Someone got this for young F at Christmas, one of the 1970s Disney films made in England, set in 1920s London, featuring three nannies versus Chinese spies hunting down a secret message concealed by Lord Southmere on a dinosaur in the Natural History Museum. None of the Chinese speaking parts is actually played by an Asian actor (some of the extras might be); if you can put aside this rather insuperable failure, Peter Ustinov puts on a great show as the lead agent, explicitly linking the shenanigans to anti-colonial struggle; the nannies, played by Helen Hayes and Joan Sims, get rather less satisfactory parts though they and their cohorts do manage rather improbably to defeat twice their number of martial arts students. Derek Nimmo, aged 45, plays Lord Southmere, who is aged 31. The humour is basically slapstick with a dinosaur skeleton running round London and Windsor – Jon Pertwee, recently ex-Doctor Who, turns up as a deranged colonel determined to bag it for his wall, and various other luminaries of British comedy make appearances. The two rich young white boys under Helen Hayes’ care work out what is going on before anyone else does, and give the secret to Peter Ustinov (or rather give it back since Derek Nimmo stole it from the Chinese in the first place).

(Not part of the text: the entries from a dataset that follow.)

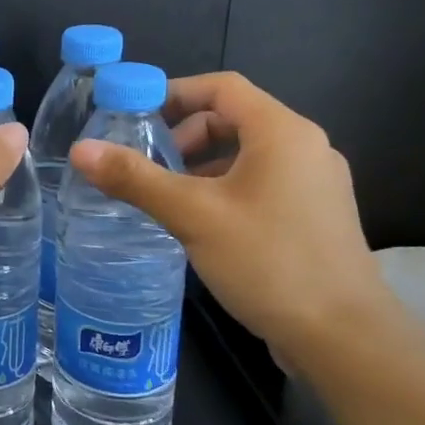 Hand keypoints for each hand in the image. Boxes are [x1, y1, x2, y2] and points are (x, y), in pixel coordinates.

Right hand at [68, 72, 391, 359]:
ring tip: (165, 196)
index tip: (132, 115)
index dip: (173, 92)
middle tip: (146, 163)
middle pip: (233, 118)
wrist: (344, 338)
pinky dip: (223, 188)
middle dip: (183, 134)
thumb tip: (80, 150)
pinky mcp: (314, 215)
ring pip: (246, 154)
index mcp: (282, 133)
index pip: (222, 87)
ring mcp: (315, 184)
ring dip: (200, 165)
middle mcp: (305, 148)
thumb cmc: (269, 261)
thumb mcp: (192, 215)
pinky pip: (260, 182)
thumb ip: (135, 178)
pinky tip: (200, 223) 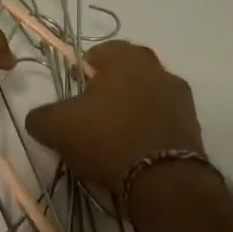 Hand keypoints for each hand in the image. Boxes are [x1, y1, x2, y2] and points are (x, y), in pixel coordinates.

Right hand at [25, 41, 206, 197]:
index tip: (73, 90)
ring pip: (146, 96)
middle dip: (108, 88)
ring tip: (111, 135)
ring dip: (129, 109)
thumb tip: (39, 118)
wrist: (164, 181)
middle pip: (126, 73)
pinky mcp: (193, 127)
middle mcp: (159, 70)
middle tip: (90, 112)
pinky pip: (161, 120)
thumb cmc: (106, 138)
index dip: (82, 69)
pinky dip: (146, 130)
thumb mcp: (56, 127)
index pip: (101, 51)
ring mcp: (181, 99)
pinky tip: (131, 150)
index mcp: (127, 59)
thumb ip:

Not a film that could be made by any director with the remotest sensitivity to race and gender issues today.
I had read the novelisation as a child, and it was interesting to go back to it as an adult, particularly having read the Doctor Who novelisations comparatively recently. It actually manages to be more racist than the film, which is saying something: by making Derek Nimmo’s character, Lord Southmere, the narrator, the Chinese are quite comprehensively othered. There are some odd changes between film and book, perhaps reflecting different stages in the script development: the personal connection between Peter Ustinov’s character, Hnup Wan, and the mother of Marshal Wu Tsai, so crucial to the denoument of the story, is absent; on the other hand the character of Grubb, the police detective played by Roy Kinnear, is given much more development. As novelisations go, it’s not a bad example of converting script to page, and is illustrated with some rather lovely line drawings (but the artist is not credited).
The original book on which the Disney film was based is set in New York, not London, in the contemporary early 1970s, so the Chinese are Maoists rather than followers of a warlord. Also the dinosaur gets dismantled by the nannies overnight rather than driven off on the back of the truck; and, most crucially setting the tone for the book, in the opening scene the Earl of Hastings is killed by his own cyanide capsule when his ex-nanny belts him across the face, rather than being held captive for most of the story like Lord Southmere in the film. The book concentrates much more on the work of the police investigators of the dinosaur theft, a special team of stereotypes brought together to fight international organised crime. One of the nannies is shagging her employer, while another is allergic to men; this is supposed to be funny, as are the freqent citations of Mao by the Chinese and their eventual fate (sent to Taiwan, where they will probably be executed). One or two jokes from the book made it into the film, but really this is for grownups who aren’t looking for anything very worthwhile.